Segment Start: PROVIDED DATA

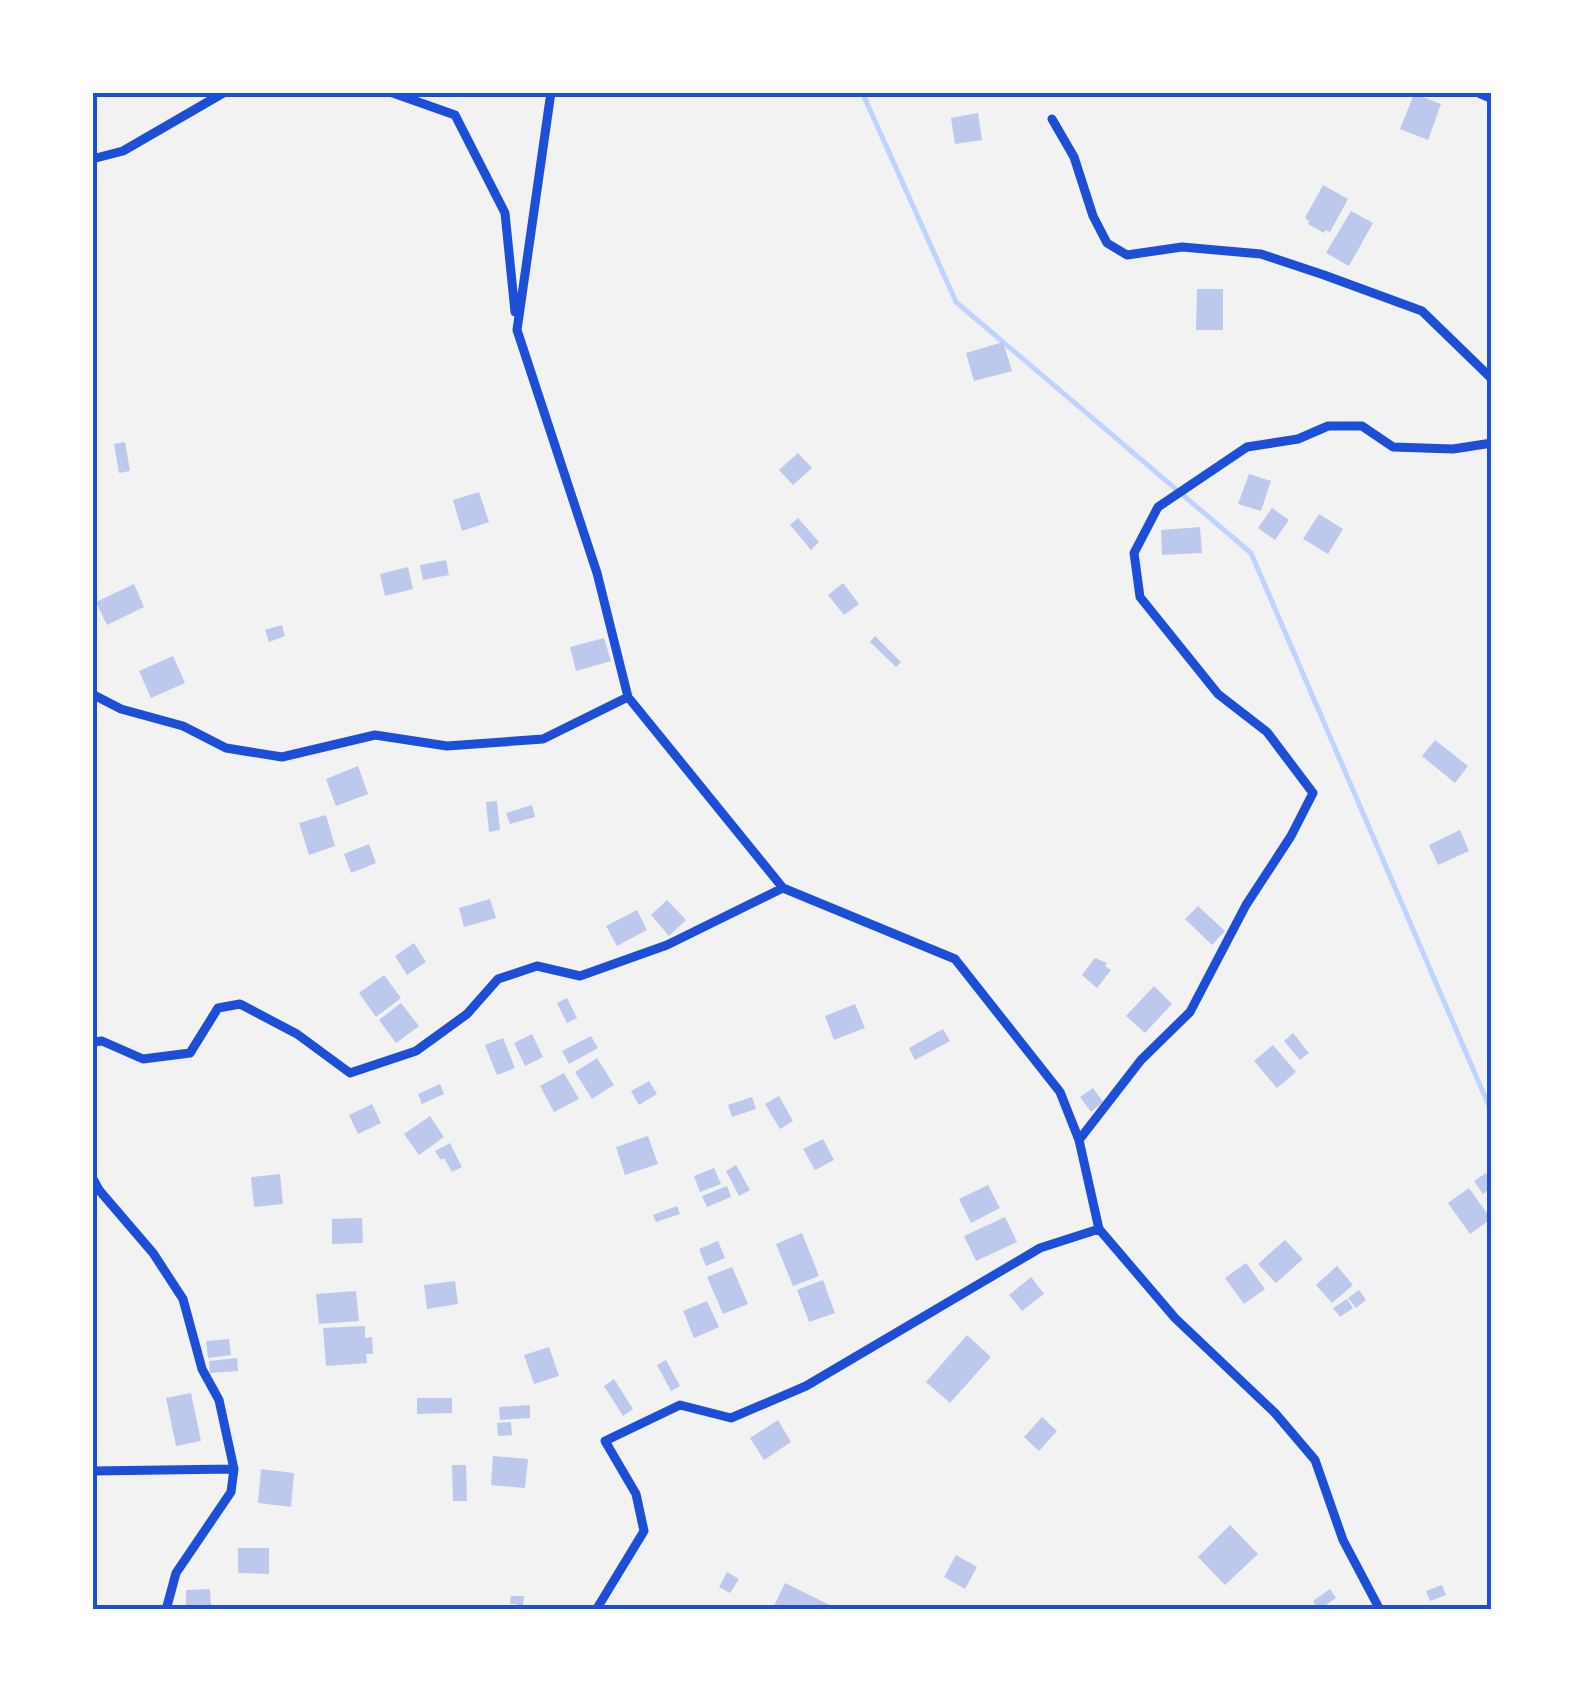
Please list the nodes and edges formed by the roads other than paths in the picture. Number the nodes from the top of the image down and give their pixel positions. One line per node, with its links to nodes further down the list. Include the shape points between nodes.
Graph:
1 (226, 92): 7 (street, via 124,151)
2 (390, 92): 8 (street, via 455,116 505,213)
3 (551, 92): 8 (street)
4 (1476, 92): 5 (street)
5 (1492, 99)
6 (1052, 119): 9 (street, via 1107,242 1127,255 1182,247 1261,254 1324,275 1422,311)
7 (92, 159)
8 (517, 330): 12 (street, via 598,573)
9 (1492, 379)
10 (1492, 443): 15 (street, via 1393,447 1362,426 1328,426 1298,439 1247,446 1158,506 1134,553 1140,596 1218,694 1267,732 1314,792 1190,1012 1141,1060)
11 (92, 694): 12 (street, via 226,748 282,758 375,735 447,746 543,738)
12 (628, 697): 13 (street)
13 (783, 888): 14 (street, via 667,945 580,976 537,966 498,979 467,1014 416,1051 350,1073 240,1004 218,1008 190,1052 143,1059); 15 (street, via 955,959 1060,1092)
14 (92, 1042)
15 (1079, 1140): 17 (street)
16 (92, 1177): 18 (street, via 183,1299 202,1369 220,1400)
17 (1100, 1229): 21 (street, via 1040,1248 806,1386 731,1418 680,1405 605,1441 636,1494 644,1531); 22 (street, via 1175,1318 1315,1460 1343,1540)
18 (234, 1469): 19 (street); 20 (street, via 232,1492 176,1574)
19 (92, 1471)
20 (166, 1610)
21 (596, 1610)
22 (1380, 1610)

Segment End: PROVIDED DATA
Segment Start: PROVIDED DATA

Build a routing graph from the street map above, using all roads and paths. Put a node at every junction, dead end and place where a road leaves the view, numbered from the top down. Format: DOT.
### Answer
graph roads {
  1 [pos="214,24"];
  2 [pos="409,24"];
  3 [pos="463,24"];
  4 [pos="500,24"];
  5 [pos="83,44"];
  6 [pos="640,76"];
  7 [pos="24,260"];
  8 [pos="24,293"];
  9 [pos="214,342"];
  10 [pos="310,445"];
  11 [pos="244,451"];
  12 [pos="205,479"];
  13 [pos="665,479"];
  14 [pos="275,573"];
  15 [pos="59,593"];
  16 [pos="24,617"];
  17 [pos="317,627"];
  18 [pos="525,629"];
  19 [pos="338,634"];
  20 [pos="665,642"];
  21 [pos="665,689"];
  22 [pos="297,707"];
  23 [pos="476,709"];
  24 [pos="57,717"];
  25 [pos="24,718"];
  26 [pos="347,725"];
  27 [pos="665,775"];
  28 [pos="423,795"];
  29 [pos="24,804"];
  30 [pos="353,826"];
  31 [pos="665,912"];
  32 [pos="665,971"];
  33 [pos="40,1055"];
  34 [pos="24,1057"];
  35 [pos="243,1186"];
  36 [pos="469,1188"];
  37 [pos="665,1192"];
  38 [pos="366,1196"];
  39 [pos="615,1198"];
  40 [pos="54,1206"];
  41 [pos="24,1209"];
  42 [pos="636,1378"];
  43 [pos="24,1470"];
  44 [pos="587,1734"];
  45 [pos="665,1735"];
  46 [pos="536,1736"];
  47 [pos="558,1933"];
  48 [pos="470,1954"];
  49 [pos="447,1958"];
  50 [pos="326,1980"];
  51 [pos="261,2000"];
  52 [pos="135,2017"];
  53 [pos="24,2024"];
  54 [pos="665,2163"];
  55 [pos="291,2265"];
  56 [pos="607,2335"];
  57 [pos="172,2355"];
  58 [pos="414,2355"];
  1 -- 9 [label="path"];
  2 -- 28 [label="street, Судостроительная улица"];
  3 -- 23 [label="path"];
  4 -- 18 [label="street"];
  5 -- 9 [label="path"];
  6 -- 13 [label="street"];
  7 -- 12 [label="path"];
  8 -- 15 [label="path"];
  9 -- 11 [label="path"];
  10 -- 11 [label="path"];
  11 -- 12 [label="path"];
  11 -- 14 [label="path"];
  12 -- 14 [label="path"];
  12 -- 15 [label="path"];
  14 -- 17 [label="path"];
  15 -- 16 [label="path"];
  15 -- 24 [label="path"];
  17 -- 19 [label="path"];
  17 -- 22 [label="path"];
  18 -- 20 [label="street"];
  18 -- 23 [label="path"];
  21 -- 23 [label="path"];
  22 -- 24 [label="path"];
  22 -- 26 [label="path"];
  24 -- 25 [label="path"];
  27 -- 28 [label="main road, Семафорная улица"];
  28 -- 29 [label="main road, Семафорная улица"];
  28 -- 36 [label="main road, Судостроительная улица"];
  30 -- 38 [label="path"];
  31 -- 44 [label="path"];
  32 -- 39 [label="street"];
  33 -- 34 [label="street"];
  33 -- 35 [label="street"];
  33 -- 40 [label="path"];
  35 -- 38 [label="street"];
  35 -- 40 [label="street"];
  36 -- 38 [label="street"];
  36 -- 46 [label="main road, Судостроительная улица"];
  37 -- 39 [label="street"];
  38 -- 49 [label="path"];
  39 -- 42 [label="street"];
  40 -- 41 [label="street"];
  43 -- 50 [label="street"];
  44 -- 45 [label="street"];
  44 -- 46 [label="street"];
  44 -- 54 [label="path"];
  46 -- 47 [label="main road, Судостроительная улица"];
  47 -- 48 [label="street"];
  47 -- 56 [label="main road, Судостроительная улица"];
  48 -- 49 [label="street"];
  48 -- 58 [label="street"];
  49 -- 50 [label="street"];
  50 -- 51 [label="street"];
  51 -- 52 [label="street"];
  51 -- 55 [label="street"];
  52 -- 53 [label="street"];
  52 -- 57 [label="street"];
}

Segment End: PROVIDED DATA

EXERCISE BRIEF:
Please show the lines in the entries above that hold the string "paths".

RESULT BELOW:
Please list the nodes and edges formed by the roads other than paths in the picture. Number the nodes from the top of the image down and give their pixel positions. One line per node, with its links to nodes further down the list. Include the shape points between nodes.
Build a routing graph from the street map above, using all roads and paths. Put a node at every junction, dead end and place where a road leaves the view, numbered from the top down. Format: DOT.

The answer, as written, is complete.